- Opening Delimiter -
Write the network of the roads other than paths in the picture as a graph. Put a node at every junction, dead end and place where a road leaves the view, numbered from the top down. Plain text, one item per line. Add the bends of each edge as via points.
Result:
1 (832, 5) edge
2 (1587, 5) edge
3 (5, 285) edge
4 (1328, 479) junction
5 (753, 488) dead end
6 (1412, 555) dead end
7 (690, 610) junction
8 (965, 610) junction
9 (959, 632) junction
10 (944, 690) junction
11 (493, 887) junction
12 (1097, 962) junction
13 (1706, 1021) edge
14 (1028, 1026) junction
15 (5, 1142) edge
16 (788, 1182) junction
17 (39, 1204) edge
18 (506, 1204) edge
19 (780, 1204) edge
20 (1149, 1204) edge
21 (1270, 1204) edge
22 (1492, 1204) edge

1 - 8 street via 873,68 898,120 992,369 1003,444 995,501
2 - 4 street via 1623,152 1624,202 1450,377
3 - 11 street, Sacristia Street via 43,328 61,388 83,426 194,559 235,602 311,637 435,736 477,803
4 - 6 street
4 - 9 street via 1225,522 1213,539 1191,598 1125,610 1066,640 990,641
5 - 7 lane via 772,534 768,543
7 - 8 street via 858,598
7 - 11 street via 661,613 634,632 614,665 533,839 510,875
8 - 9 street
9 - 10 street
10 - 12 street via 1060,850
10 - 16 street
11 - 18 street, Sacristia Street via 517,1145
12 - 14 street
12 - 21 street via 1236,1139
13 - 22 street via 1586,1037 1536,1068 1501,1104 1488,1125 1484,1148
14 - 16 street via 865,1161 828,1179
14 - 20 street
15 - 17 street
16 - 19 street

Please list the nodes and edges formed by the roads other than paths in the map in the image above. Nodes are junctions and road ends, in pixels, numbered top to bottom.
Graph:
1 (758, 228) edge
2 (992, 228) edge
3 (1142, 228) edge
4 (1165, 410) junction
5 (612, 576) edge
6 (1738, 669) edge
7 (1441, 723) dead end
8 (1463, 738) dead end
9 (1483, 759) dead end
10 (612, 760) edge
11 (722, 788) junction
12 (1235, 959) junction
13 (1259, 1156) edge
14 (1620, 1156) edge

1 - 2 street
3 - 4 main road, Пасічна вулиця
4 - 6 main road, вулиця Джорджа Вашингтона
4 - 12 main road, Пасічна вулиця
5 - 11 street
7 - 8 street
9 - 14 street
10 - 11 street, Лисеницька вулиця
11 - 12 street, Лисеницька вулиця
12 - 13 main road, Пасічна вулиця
- Closing Delimiter -
Task directions: Every line in the data that holds the string "other" should be copied.

Solution to this problem:
Write the network of the roads other than paths in the picture as a graph. Put a node at every junction, dead end and place where a road leaves the view, numbered from the top down. Plain text, one item per line. Add the bends of each edge as via points.
Please list the nodes and edges formed by the roads other than paths in the map in the image above. Nodes are junctions and road ends, in pixels, numbered top to bottom.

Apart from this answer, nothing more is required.